6 – Prazo para assinatura da carteira de trabalho

O texto amplia de 48 horas para cinco dias úteis o prazo para o empregador fazer a assinatura da carteira de trabalho dos empregados. Para o campo, isso pode evitar multas e autuações recorrentes por falta de tempo para realizar a assinatura de grande número de contratações em períodos específicos.

“Vou fazer uma colheita e contratar mil empregados. Fazer a assinatura de mil carteiras em 48 horas, você basicamente não vai ensinar o trabalho para essas pessoas e informar o que você quer só para fazer essa função administrativa. E agora a legislação muda. Primeiro que tira de dias corridos para dias úteis. Sai das 48 horas e passa para cinco dias úteis. A ausência do cumprimento não gerava nenhum benefício para o empregado, mas gerava prejuízo para o empregador. Tem uma multa administrativa prevista na CLT sobre o não cumprimento da norma. Se por algum motivo chegasse uma fiscalização do trabalho e as assinaturas das carteiras não tivessem sido feitas nessas 48 horas, o empregador tomava multa administrativa”, afirma Mello.

7 – Custos cartorários

A MP dispensa a obrigatoriedade de registro em cartório de algumas documentações. Isso, indiretamente, pode beneficiar a atividade no campo.

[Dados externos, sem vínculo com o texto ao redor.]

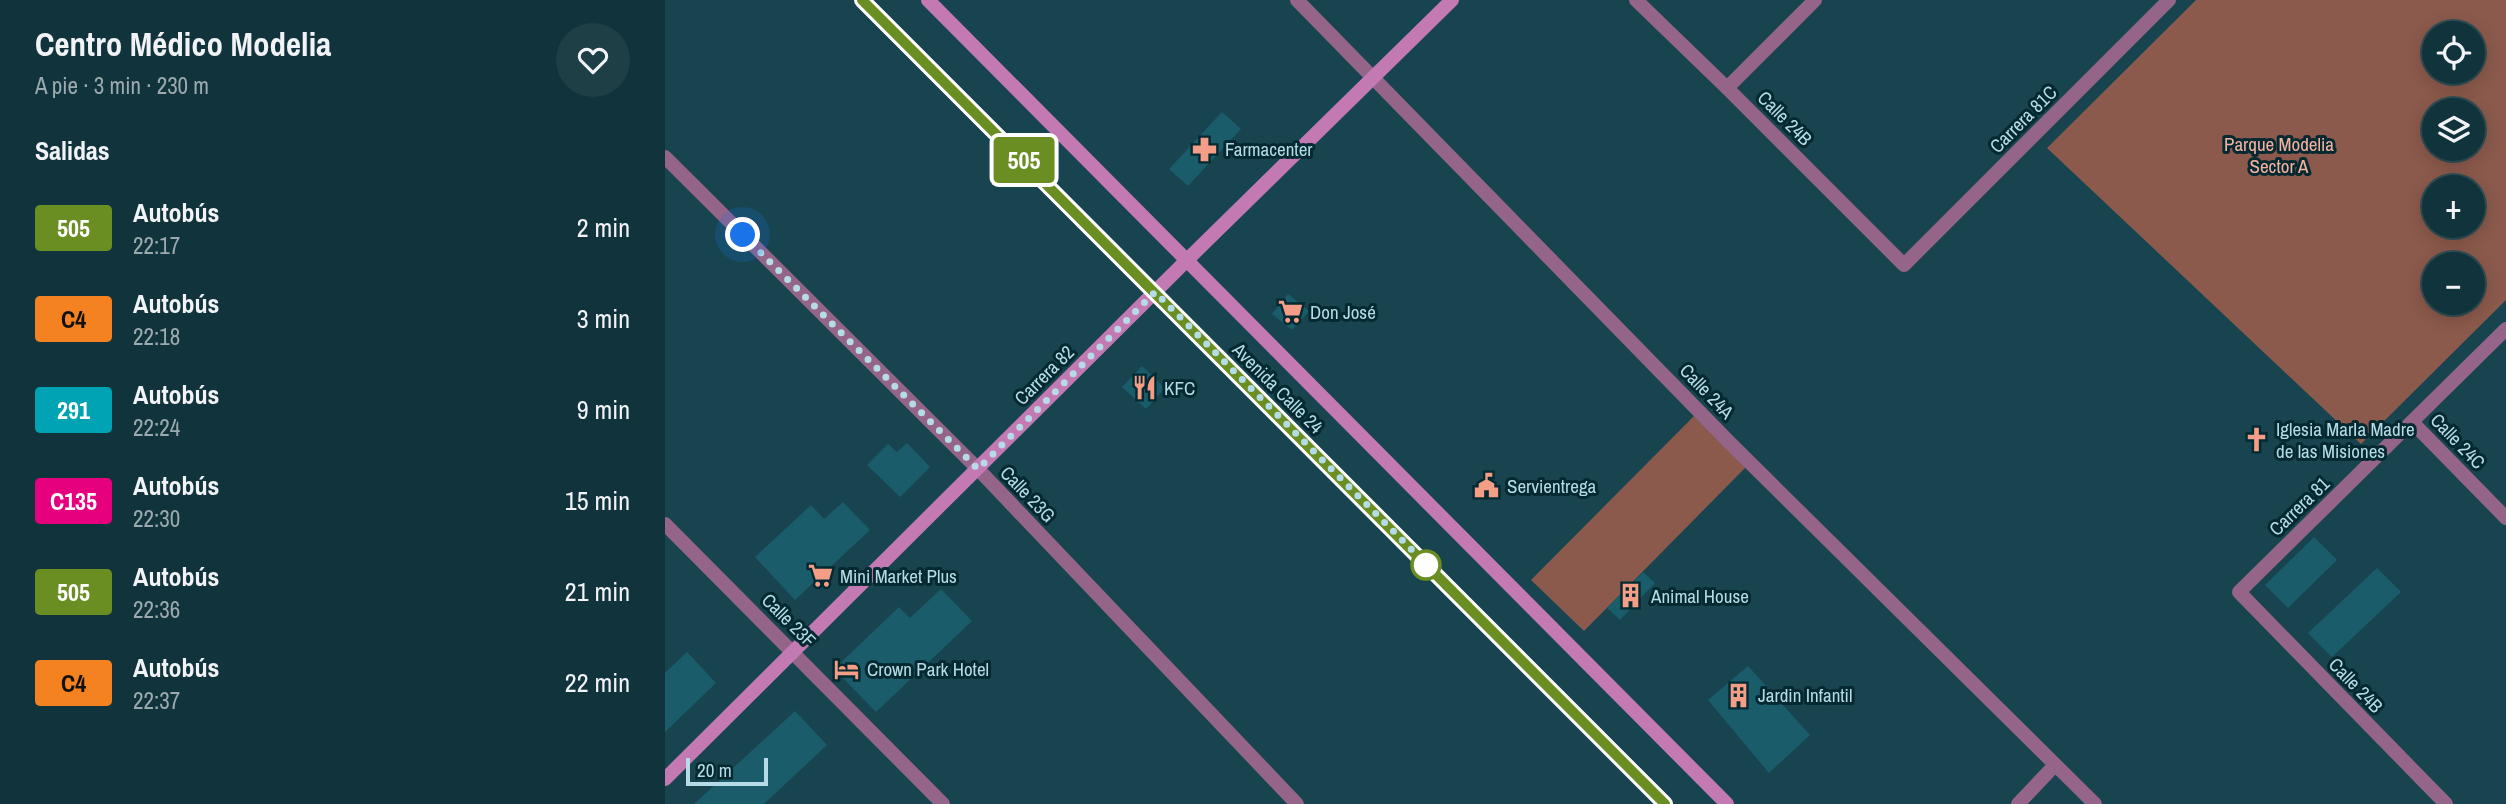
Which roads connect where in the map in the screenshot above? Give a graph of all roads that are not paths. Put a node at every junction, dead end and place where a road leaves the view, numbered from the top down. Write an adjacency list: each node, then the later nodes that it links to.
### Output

“Tudo no Brasil tinha um excesso de burocracia e não se fazia nada no cartório sem pagar emolumentos, sem pagar as taxas cartorárias. A ausência de algumas obrigações vai gerar uma redução de custo para o empregador. A gente só espera que o cartório não utilize algum cálculo matemático para aumentar as outras custas. A gente de fato espera que isso seja um ganho”, comenta o especialista da CNA.

8 – Aquecimento da economia no interior

Os diversos itens previstos na MP da Liberdade Econômica podem aquecer a economia dos municípios do interior do país, com a possibilidade de ampliação do comércio e ganhos indiretos para os produtores rurais.

“Tem alguma parte de comércio, principalmente voltada ao setor de autopeças, seguro, que funcionam só de segunda a sexta ou até sábado ao meio-dia. Entendemos que não só o agro vai modificar algumas das suas atividades e ajustar à realidade, mas que principalmente os comerciantes vão enxergar esse nicho de oportunidade. Acreditamos que vai haver a ampliação do comércio e não falo em quantitativo, mas número de dias de abertura para que o empregador rural possa usufruir”, finaliza o advogado. Com informações do Canal Rural.